Limestone student attends summer program at MIT
While some Limestone County teens spent their summer sleeping late or brushing up on their gaming skills, William Blankenship was still in school — at the Massachusetts Institute of Technology.
Blankenship, a gifted student, completed the four-week MIT Beaver Works Summer Institute, or BWSI. He was among 240 students from high schools across the country participating.
BWSI is a summer engineering program for talented rising high school seniors. Blankenship is a senior at West Limestone High School. He is a second-year Model UN delegate and a four-year veteran of FIRST Robotics Competition Team 34, where he serves as team captain and a member of the student leadership team.
From July 8 to Aug. 4, students worked on hands-on projects, took online courses and attended lectures presented by leading scientific researchers.
The program is hosted by the MIT Lincoln Laboratory Beaver Works Center, a research center in Cambridge jointly chartered by MIT Lincoln Laboratory, the MIT School of Engineering and the MIT Department of Aeronautics and Astronautics.
Students are placed into one of 10 courses that involve project-based learning in a team environment. The diversity of the courses is intended to appeal to a wide variety of students.
One such course was called Hack-a-3D Printer.

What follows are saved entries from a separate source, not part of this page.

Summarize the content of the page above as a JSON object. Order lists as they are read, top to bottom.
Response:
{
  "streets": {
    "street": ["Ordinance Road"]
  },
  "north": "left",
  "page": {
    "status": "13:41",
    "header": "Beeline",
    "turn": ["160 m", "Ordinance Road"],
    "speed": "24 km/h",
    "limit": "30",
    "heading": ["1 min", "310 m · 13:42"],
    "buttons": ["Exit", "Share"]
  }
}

Students were required to assemble a 3D printer from a kit and test its capabilities while also learning the design software so they could 3D print designs they created. The final challenge was to “hack” the printer to give it special capabilities, such as printing multiple objects at the same time, and then present the results at BWSI’s final event.
BWSI held its final competition and closing ceremony Aug. 4 at MIT. Teams raced their self-driving model cars through an ice rink-sized course modeled after a Grand Prix racetrack. In nearby buildings, drones flew through elevated hoops, followed tracks marked on the floor and produced images using radars, while some students presented their projects in a symposium-style venue.

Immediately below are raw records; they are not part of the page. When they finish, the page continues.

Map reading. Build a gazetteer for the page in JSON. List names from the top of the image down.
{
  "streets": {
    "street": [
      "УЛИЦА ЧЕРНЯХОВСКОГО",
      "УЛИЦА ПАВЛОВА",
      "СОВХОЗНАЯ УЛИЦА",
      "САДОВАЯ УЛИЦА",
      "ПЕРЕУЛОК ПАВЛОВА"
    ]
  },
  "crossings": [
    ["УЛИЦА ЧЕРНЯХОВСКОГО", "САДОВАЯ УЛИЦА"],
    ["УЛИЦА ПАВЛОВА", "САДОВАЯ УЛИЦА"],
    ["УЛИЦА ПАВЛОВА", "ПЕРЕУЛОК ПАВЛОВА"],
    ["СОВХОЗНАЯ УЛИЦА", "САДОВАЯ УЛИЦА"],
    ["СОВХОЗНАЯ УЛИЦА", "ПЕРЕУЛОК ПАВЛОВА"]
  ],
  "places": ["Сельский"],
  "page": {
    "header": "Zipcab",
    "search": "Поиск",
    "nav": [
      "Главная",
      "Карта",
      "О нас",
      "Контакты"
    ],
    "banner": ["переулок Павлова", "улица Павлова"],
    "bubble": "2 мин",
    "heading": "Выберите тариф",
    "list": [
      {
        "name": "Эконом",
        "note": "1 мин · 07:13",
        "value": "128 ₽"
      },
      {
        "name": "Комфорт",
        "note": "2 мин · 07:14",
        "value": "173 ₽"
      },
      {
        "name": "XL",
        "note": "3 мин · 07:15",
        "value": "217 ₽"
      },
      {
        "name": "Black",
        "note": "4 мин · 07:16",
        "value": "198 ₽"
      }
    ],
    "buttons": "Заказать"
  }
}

Blankenship was presented with a Best Overall Award for his performance in the Hack-a-3D Printer competition.
“It’s amazing to see these students who are ready to participate and who really become engaged in these projects” said Andrew Fishberg, outreach coordinator for Beaver Works. “I’m inspired by the solutions to real problems the student teams show off on the final day. These students received a transformational experience that’s life changing for many of them.”